(Exercise) The job is to find each line of the records below that includes the word "lane" and copy it.

*** Opening Record extracts ***

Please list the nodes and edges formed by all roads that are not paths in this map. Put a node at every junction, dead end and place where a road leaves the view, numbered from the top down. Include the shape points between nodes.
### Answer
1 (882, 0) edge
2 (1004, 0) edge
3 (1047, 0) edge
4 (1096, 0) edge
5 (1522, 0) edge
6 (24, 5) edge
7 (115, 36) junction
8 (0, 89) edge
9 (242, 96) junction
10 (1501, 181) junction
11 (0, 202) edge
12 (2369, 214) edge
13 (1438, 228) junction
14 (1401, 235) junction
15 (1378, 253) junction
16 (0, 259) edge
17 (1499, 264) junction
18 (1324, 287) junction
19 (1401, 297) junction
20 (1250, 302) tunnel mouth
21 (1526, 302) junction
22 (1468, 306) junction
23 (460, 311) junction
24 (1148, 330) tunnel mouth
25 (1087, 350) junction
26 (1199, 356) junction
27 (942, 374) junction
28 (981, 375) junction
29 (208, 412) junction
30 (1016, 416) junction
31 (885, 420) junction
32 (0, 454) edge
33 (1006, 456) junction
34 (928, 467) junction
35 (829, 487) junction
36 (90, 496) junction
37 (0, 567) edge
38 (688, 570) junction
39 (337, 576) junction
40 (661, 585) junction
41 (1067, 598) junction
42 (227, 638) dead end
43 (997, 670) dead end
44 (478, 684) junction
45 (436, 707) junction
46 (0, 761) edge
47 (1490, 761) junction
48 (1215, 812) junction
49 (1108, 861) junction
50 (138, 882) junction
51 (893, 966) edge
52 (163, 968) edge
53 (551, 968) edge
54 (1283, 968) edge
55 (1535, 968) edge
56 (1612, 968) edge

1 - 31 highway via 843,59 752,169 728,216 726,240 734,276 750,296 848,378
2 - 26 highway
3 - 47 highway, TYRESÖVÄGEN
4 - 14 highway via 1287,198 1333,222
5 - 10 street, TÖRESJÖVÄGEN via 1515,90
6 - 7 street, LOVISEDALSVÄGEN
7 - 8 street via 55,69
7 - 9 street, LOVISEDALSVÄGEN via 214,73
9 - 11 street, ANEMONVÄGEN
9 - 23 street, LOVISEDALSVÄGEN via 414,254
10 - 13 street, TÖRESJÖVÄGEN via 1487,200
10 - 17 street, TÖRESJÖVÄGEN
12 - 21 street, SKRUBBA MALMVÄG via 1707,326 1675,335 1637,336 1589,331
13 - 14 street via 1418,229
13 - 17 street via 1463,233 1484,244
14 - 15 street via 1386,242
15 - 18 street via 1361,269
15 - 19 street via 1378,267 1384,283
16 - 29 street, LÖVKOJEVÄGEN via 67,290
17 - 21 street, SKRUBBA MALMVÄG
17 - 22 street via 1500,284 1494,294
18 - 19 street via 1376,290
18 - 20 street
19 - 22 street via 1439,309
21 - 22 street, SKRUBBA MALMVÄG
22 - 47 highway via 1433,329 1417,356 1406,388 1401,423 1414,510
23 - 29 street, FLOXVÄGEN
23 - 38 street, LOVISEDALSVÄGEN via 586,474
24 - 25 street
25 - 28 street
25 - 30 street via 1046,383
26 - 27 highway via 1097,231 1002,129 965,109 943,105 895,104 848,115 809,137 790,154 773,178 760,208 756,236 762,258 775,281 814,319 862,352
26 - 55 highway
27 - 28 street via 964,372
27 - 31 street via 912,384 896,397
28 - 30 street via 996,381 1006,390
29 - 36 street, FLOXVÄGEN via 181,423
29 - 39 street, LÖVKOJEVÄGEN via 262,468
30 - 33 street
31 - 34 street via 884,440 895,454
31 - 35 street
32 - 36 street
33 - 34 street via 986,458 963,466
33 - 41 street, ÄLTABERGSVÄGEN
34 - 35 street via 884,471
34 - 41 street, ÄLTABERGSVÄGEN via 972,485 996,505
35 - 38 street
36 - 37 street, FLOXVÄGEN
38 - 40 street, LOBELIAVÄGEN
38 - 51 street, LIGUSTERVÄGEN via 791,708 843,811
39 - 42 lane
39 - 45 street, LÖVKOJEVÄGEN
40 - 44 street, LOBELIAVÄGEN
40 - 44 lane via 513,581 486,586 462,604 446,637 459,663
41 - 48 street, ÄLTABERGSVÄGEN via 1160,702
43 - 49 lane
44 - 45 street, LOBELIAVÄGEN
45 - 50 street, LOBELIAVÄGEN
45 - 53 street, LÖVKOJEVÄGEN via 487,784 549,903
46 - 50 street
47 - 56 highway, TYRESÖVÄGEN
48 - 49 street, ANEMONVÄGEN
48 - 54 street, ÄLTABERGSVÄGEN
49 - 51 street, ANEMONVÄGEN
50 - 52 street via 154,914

*** Closing Record extracts ***

(Answer to this exercise)
39 - 42 lane
40 - 44 lane via 513,581 486,586 462,604 446,637 459,663
43 - 49 lane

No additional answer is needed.